China Vanke, the country’s third-largest real estate company by sales, said its core net profit halved to 22.5 billion yuan (US$3.54 billion) while sales fell 10 per cent to 628.78 billion yuan, according to a statement to the Hong Kong stock exchange.

Zhenro Properties, which failed to redeem its US dollar-denominated perpetual bonds, reported a 30.9 per cent slide in its 2021 core profit to 2.28 billion yuan. Even one of China’s most conservative borrowers, China Overseas Land & Investment, posted a 4.3 per cent profit dip to 36.38 billion yuan.

“Our financial performance has disappointed our shareholders,” Vanke’s chairman Yu Liang said, delivering his “sincere apology” to the company’s 520,000 investors. “We will aim to stop the decline and to stabilise our profit.”

China Vanke’s Chairman Yu Liang (right), Chief Operating Officer Chang Xu (centre) and Chief Financial Officer Sun Jia during a press conference at the JW Marriott Hotel in Admiralty on 26 March 2019. Photo: Xiaomei Chen
China Vanke’s Chairman Yu Liang (right), Chief Operating Officer Chang Xu (centre) and Chief Financial Officer Sun Jia during a press conference at the JW Marriott Hotel in Admiralty on 26 March 2019. Photo: Xiaomei Chen

The days of runaway home prices are over, marking the end of the era of super profits for property developers, Yu said, adding that China’s central government will offer more supportive measures to buttress the property sector, which will lead to an improvement for the industry.

“Neither high nor low profit is sustainable,” he said, after scrapping the title of partner from its corporate hierarchy, to send executives to the company’s front line. “The sector needs to return to a normal level.”

Picture of Zhenro Properties. Photo: Weibo
Picture of Zhenro Properties. Photo: Weibo

China’s US$1.7 trillion housing market is grappling with an unprecedented debt load, putting pressure on developers to raise cash to pay creditors.

A spate of defaults had spent yields soaring, raising the borrowing costs for developers and doubling their burden. The amount of fundraising in the offshore bond market dwindled to US$1.8 billion in the first quarter, a fraction of the US$14.6 billion raised in he same period last year.

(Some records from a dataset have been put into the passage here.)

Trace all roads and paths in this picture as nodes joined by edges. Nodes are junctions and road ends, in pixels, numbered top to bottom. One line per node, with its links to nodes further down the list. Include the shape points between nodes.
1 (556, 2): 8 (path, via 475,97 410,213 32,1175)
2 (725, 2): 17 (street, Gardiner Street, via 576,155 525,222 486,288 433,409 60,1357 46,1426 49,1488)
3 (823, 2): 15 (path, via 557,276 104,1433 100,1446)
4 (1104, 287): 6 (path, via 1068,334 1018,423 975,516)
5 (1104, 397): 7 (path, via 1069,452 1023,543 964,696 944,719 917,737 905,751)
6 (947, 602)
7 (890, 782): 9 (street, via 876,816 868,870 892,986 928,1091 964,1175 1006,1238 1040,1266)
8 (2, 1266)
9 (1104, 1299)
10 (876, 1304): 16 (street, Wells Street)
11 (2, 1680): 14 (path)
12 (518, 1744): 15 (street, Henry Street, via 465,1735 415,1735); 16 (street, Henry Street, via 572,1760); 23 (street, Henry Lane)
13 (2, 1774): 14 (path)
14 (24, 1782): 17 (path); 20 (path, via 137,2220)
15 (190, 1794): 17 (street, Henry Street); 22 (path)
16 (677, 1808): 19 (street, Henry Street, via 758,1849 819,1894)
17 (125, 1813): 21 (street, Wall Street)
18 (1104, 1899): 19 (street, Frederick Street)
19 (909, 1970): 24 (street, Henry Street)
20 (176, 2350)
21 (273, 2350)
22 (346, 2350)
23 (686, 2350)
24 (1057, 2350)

“China property sector’s difficult funding conditions and sizeable refinancing needs for the rest of 2022 will further strain developers’ liquidity and increase the number of defaults,” said Moody’s analyst Daniel Zhou.

A crane with the China Vanke’s logo at a residential construction site in the Nanchuan area of Xining, Qinghai province on September 28, 2021. Photo: Bloomberg
A crane with the China Vanke’s logo at a residential construction site in the Nanchuan area of Xining, Qinghai province on September 28, 2021. Photo: Bloomberg

The cracks in the housing market are spreading, despite supportive measures rolled out by the central government and local authorities since late last year. The value of contracted sales nationwide fell 20.8 per cent in February, according to Moody’s.

Revenue at Shanghai-based Zhenro edged up 2.6 per cent to 145.6 billion yuan last year, just shy of its own sales target of 150 billion yuan.

“The real estate market remains under pressure in 2022, and there is limited room for relaxation in the financing channels for real estate companies,” said Zhenro’s chairman Huang Xianzhi, adding that the company would not pay shareholders a dividend this year.

China Overseas managed to sell more homes last year, increasing its 2021 sales by 2.4 per cent to 369.5 billion yuan, prompting the company to pay a final dividend of 0.76 yuan per share.